From my understanding:
I would use the 33% as an indicator only as profiling for small methods could really change the overall performance. So i would run the algorithm on some big dataset and see the total time. And I would consider the efficiancies of my optimization based on that total time changes. I would also include a warning up phase so that the JIT can do it's optimisations.
In fact the bit counting thing seem to be one of the key part of your algorithm anyway... if you optimize everything, and manage to get 10 time faster for all key part, you still profile something near 33% for this part. That's not bad by essence.

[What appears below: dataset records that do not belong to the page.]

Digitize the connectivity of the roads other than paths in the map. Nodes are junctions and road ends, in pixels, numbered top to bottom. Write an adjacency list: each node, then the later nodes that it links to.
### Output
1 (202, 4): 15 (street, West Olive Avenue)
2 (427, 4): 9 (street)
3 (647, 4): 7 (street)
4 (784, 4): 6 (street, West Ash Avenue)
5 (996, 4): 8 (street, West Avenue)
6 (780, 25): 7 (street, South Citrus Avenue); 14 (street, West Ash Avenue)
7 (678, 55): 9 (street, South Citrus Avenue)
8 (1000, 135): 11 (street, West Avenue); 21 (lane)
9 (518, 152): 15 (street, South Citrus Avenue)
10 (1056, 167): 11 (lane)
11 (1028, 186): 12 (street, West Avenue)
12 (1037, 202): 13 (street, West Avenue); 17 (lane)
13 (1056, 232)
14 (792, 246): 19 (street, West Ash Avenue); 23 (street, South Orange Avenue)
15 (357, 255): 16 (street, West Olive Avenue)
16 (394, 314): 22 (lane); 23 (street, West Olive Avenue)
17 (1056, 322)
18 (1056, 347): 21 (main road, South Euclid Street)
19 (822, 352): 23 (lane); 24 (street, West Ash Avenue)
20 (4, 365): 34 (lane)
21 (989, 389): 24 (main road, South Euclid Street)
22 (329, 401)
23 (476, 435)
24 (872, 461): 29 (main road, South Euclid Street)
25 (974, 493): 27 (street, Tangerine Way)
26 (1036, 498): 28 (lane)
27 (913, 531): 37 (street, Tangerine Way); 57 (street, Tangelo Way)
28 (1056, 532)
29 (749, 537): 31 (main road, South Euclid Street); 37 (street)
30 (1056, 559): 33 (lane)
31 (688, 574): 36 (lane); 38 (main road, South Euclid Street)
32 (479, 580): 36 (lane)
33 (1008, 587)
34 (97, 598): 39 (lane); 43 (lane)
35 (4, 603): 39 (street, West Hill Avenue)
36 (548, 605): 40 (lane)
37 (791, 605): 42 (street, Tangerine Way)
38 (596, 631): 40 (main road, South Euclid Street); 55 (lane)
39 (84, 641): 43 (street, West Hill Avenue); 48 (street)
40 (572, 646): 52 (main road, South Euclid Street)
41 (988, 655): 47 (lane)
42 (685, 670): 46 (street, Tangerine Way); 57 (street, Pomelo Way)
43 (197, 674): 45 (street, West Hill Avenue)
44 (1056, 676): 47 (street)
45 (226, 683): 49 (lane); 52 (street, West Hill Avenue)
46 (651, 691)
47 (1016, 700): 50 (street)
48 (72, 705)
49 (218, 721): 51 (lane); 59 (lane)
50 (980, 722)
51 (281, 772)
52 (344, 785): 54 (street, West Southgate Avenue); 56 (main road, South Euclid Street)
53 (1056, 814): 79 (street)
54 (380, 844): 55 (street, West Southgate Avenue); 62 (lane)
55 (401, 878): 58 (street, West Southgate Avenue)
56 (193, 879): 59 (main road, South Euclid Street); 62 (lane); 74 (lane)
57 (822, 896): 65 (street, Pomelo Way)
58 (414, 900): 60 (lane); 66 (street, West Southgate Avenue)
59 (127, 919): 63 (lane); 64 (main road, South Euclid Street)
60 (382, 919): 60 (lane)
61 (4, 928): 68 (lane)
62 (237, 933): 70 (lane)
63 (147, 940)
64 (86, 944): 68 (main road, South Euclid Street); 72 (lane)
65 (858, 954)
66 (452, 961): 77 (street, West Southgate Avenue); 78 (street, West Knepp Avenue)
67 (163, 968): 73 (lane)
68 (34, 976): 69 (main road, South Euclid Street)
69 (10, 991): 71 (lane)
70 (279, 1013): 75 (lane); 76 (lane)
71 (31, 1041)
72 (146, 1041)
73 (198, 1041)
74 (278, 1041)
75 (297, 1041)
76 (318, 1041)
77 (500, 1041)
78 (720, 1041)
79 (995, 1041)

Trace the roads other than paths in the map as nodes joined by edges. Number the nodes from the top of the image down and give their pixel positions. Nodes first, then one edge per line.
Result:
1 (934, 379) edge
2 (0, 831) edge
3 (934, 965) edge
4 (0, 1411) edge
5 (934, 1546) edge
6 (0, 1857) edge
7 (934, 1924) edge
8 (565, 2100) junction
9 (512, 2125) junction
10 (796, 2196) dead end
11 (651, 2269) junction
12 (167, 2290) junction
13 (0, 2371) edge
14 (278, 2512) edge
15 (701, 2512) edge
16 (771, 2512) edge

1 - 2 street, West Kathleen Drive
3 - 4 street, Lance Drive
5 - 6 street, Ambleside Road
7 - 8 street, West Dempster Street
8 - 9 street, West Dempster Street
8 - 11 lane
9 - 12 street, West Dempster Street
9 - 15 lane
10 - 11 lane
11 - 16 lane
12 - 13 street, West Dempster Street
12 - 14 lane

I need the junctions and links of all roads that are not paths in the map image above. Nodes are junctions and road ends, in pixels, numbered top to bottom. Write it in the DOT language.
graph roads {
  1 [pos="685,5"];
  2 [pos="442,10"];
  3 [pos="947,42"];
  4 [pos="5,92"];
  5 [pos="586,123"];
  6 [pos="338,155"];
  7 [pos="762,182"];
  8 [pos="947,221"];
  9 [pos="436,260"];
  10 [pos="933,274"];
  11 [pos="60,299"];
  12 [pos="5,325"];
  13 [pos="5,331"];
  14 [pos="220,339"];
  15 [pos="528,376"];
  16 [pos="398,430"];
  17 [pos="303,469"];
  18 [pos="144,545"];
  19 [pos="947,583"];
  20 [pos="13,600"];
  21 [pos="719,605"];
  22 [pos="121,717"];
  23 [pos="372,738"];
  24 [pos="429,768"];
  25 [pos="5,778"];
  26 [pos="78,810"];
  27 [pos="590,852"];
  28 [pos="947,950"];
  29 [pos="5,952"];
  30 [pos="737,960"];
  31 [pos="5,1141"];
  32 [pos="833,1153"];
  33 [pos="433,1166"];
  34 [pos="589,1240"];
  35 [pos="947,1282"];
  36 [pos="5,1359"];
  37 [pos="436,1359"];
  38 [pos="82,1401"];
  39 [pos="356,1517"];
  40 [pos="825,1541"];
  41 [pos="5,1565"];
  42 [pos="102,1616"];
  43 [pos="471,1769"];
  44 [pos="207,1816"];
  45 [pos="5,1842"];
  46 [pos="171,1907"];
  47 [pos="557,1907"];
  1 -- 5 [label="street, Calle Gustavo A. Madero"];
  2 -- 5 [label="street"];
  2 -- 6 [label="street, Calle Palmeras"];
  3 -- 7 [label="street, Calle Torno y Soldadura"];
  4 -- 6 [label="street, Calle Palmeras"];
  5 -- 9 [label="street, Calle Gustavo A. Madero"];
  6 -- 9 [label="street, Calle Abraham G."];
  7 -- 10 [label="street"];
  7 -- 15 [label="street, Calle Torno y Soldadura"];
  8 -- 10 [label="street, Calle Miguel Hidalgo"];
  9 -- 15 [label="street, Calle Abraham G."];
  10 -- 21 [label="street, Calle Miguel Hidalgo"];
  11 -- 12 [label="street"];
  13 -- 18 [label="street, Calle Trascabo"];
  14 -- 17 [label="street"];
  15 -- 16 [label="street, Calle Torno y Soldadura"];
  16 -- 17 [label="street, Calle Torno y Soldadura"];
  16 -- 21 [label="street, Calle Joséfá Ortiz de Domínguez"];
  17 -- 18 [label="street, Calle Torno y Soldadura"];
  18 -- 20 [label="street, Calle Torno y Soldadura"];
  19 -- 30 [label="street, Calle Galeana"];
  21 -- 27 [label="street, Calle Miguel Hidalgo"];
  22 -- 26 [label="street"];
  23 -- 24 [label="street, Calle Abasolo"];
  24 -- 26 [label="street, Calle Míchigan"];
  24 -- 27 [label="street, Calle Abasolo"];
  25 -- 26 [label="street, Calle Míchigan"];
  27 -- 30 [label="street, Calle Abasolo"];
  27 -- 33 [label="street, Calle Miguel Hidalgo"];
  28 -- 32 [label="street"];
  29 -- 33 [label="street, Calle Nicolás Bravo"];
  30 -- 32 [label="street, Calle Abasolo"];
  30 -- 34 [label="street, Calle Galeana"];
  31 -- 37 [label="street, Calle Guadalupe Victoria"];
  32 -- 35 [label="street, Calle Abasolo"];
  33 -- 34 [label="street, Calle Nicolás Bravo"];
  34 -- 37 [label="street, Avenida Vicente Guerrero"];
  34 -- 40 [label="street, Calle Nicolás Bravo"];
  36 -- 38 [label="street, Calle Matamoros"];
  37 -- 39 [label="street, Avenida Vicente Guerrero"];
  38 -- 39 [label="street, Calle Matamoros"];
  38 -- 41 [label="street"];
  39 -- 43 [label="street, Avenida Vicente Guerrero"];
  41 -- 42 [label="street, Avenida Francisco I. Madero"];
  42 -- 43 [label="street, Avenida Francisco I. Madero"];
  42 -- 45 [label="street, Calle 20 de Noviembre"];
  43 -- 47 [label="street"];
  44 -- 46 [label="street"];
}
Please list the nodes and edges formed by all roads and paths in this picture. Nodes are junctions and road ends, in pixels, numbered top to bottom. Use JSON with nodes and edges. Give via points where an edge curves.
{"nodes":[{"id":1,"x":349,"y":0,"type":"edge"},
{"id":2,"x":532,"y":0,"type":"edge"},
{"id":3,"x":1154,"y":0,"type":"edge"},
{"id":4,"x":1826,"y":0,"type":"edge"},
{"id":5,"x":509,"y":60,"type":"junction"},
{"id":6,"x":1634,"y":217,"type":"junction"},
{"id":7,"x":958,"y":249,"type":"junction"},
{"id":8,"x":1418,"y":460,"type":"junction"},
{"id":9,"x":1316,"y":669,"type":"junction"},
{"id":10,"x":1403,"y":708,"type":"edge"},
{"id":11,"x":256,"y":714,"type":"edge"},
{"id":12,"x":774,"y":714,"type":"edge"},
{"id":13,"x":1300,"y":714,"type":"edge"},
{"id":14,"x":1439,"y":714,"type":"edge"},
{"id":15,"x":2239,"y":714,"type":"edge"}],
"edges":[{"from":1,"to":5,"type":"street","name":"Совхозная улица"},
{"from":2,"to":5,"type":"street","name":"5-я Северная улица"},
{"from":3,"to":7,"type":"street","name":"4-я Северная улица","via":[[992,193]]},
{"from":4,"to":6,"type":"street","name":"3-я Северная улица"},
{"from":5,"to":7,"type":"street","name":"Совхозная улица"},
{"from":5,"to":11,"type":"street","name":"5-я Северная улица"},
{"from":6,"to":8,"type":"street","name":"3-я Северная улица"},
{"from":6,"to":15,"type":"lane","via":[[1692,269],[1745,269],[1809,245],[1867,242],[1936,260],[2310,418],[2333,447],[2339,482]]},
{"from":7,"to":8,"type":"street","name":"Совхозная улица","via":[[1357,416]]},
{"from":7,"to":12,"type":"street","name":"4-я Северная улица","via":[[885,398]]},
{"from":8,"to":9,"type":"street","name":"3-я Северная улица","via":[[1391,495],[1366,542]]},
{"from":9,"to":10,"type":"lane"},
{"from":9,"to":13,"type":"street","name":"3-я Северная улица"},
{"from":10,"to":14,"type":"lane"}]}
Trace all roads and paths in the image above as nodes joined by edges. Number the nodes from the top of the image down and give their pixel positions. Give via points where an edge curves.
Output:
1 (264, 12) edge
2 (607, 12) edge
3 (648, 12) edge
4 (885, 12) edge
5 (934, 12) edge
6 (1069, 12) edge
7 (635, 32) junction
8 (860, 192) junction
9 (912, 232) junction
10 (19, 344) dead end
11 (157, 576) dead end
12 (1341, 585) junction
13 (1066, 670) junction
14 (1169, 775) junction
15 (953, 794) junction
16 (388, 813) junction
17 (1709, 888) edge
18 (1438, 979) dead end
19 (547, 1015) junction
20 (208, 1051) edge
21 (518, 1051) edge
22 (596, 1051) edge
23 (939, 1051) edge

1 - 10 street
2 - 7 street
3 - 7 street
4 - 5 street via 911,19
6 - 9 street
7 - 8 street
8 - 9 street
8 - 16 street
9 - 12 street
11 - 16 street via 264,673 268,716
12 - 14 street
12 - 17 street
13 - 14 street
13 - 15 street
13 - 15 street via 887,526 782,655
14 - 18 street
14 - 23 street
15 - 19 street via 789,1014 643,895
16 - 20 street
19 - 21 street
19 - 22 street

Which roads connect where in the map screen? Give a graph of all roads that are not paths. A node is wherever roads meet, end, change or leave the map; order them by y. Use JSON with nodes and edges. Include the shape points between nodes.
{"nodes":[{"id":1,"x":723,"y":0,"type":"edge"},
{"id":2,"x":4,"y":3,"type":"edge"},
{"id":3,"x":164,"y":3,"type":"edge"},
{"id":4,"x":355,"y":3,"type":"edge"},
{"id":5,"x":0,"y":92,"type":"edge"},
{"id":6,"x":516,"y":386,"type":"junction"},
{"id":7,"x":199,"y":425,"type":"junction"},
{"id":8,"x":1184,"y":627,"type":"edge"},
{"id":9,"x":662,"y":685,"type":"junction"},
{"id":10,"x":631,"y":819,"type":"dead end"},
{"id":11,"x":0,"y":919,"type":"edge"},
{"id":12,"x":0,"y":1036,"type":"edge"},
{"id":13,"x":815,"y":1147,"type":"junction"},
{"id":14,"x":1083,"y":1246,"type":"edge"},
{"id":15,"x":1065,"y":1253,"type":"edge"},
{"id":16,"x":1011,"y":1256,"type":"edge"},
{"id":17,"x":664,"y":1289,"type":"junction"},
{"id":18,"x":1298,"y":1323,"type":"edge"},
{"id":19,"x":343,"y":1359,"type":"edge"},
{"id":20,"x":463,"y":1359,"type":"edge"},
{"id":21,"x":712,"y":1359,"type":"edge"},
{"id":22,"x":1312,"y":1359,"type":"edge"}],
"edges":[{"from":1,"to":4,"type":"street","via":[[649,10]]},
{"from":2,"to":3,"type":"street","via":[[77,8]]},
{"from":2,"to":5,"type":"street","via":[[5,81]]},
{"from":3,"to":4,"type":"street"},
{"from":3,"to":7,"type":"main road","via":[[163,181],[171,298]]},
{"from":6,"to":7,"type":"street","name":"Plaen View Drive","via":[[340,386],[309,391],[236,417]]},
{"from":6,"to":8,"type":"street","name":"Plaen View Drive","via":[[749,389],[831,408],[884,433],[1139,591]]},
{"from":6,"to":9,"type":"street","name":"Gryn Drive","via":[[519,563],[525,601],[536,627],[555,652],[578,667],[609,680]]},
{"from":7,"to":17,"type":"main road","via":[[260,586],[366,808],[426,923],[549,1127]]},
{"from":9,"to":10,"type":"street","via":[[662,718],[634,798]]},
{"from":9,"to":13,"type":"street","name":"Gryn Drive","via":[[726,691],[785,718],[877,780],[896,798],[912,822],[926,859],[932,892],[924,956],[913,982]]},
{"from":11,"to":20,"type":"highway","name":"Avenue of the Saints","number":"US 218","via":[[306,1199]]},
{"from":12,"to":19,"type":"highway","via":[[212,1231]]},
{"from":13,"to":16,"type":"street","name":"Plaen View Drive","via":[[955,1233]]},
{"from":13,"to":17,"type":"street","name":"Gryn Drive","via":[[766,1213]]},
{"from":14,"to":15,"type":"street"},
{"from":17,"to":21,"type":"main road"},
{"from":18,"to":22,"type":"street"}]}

Inspiring from this link http://bmagic.sourceforge.net/bmsse2opt.html you could try to use SSE instruction present in all intel/AMD processor now if I remember right (you could alway failback to JAVA otherwise). An interresting part concerning the article is... That most of the time, it is memory bound anyway. But I would still try to see how this could work for you.
A GPU would be a perfect fit for insanely fast processing (easy hundred time one of a CPU core) and bandwidth. Main problem would be pushing data to CPU dedicated memory and getting result back. But if you don't just perform bit counting but more more operation, this could bring huge gains.
There is not shortcut anyway, you must try several approach and see what bring the most gain. Don't count % through but total time spent.
bin[0]
is the relative frequency that a random 64-bit sample has none bit set,bin[64]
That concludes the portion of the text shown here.